Aku bertanya, “Apakah karena engkau mendapatkan dua pahala?” Beliau menjawab, “Benar, karena itu. Dan, tidaklah seorang muslim terkena hal yang menyakitkan – duri atau yang lain – kecuali Allah ampuni kesalahan-kesalahannya. Dosa-dosanya dihapus seperti pohon yang merontokkan daun-daunnya.” (HR. al-Bukhari dan Muslim).
Musibah demi musibah atau bencana demi bencana tampaknya datang silih berganti menguji keimanan kita. Gunung meletus, banjir biasa, banjir bandang, longsor, gempa bumi, jalan raya terputus akibat gerusan banjir dan tertimbun tanah longsor, dan sebagainya hampir merata terjadi di pelosok negeri.
Ujian kehidupan ini sesungguhnya merupakan peringatan yang semestinya menjadi pelajaran bagi kita semua. Ujian kehidupan seperti rasa takut, krisis harta, krisis jiwa (stress, depresi), krisis sandang, pangan, dan seterusnya merupakan sebuah keniscayaan yang pasti dialami setiap manusia.

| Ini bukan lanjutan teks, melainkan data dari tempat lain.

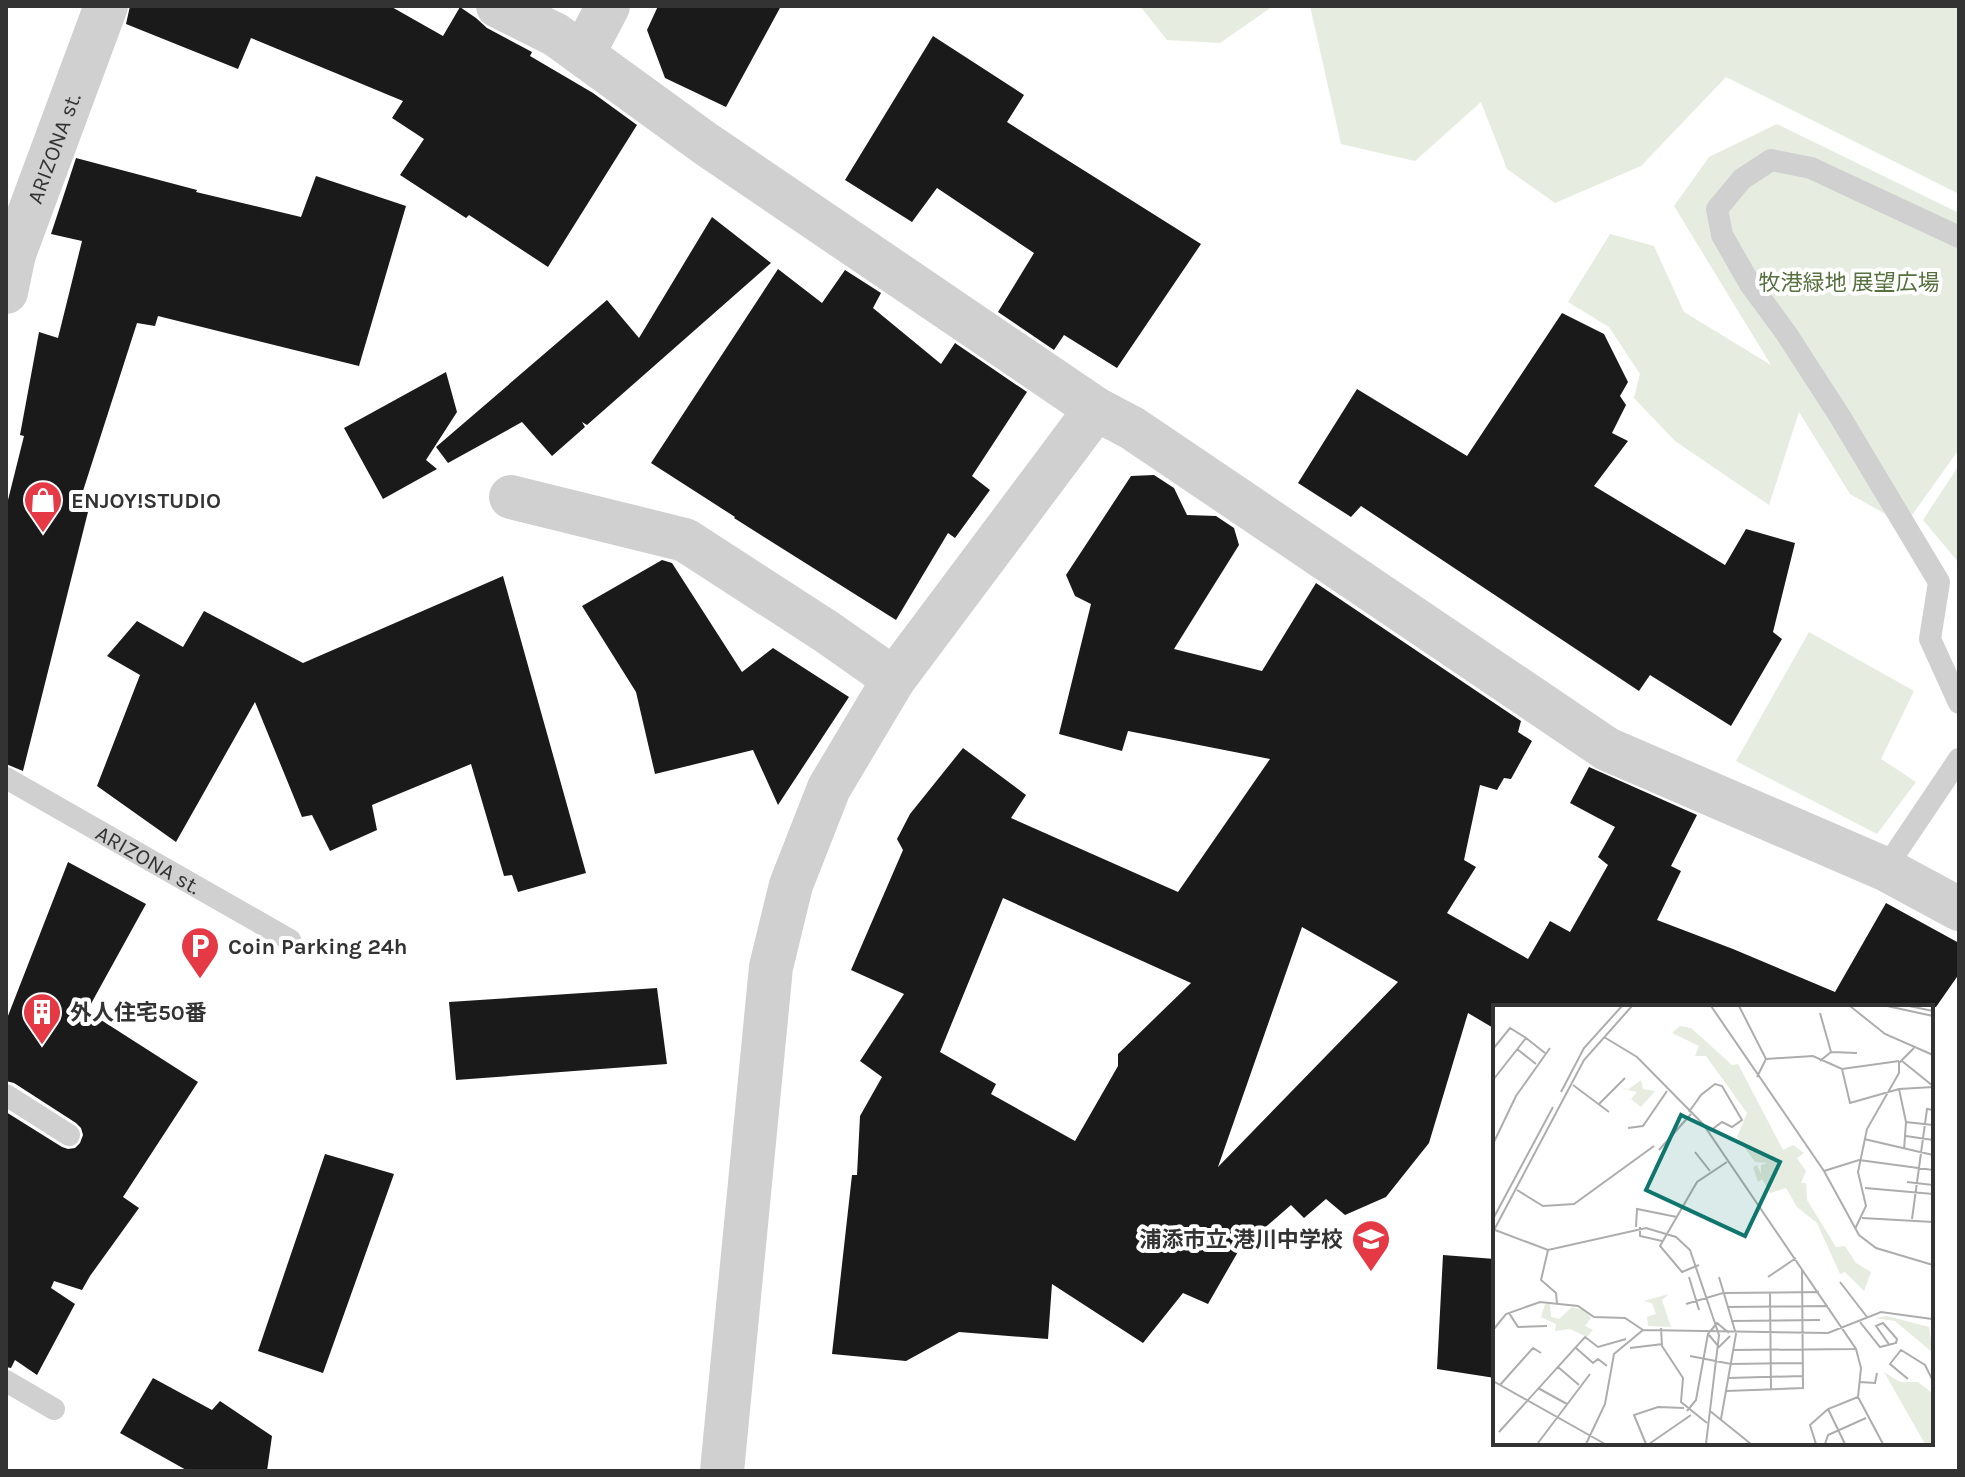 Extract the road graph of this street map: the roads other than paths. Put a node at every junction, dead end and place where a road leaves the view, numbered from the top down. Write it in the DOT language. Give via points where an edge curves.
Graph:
graph roads {
  1 [pos="106,6"];
  2 [pos="498,6"];
  3 [pos="608,6"];
  4 [pos="583,54"];
  5 [pos="1959,237"];
  6 [pos="6,292"];
  7 [pos="1096,409"];
  8 [pos="511,497"];
  9 [pos="894,679"];
  10 [pos="1959,703"];
  11 [pos="1959,759"];
  12 [pos="6,778"];
  13 [pos="1885,869"];
  14 [pos="1959,909"];
  15 [pos="290,940"];
  16 [pos="6,1095"];
  17 [pos="69,1135"];
  18 [pos="6,1381"];
  19 [pos="54,1409"];
  20 [pos="722,1471"];
  1 -- 6 [label="street, ARIZONA st." via="14,254"];
  2 -- 4 [label="street"];
  3 -- 4 [label="street"];
  4 -- 7 [label="street" via="706,144"];
  5 -- 10 [label="lane" via="1811,168 1771,160 1742,179 1717,209 1722,235 1750,284 1839,415 1939,582 1930,639"];
  7 -- 9 [label="street"];
  7 -- 13 [label="street" via="1132,428 1607,749"];
  8 -- 9 [label="street" via="685,540"];
  9 -- 20 [label="street" via="829,788 791,885 771,967"];
  11 -- 13 [label="lane"];
  12 -- 15 [label="lane, ARIZONA st."];
  13 -- 14 [label="street"];
  16 -- 17 [label="lane"];
  18 -- 19 [label="lane"];
}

“Dan Kami pasti akan menguji kamu dengan sedikit ketakutan, kelaparan, kekurangan harta, jiwa, dan buah-buahan. Dan sampaikanlah kabar gembira kepada orang-orang yang sabar.” (QS. al-Baqarah/2: 155)

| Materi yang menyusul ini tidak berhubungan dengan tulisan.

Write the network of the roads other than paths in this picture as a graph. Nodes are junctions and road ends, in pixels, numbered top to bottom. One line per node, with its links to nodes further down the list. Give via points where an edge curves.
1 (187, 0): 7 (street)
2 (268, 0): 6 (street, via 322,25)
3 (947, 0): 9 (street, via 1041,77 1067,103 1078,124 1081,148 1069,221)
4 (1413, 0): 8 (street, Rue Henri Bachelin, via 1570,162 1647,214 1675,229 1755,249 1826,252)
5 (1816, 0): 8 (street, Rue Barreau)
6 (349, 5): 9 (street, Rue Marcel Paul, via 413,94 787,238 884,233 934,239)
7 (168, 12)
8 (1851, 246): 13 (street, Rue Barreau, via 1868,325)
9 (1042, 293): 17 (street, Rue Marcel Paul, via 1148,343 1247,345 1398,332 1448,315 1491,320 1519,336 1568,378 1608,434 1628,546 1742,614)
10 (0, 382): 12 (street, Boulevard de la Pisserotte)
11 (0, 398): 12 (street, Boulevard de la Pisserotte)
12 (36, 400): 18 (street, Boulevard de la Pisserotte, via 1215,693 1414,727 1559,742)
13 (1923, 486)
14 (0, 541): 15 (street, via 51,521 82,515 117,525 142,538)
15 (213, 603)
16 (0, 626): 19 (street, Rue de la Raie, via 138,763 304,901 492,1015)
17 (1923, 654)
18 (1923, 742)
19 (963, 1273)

Melalui ujian dan musibah, Allah SWT akan menilai dan mengelompokkan siapa di antara umat manusia ini yang benar-benar memiliki etos amal (spirit dan kinerja perjuangan yang pantang menyerah) dengan yang bersantai-santai.

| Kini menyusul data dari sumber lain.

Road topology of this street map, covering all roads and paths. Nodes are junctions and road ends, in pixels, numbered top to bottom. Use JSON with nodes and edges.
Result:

“Dan sungguh, Kami benar-benar akan menguji kamu sehingga Kami mengetahui orang-orang yang benar-benar berjihad dan bersabar di antara kamu; dan akan Kami uji perihal kamu.” (QS. Muhammad/47: 31)
Ujian dan musibah sesungguhnya bagian dari proses pembelajaran yang diberikan Allah SWT kepada manusia agar mau mengambil pelajaran, mendayagunakan kemampuan nalar, dan kebersamaannya dalam mengatasi musibah.
Apakah musibah itu merupakan kehendak dan ketentuan Allah atau karena ulah salah tangan-tangan jahil dan jahat manusia? Semua musibah yang terjadi dan menimpa manusia itu pada dasarnya sudah diketahui (menjadi pengetahuan Allah) sejak azali dan sudah ditulis dalam Lauh Mahfuzh.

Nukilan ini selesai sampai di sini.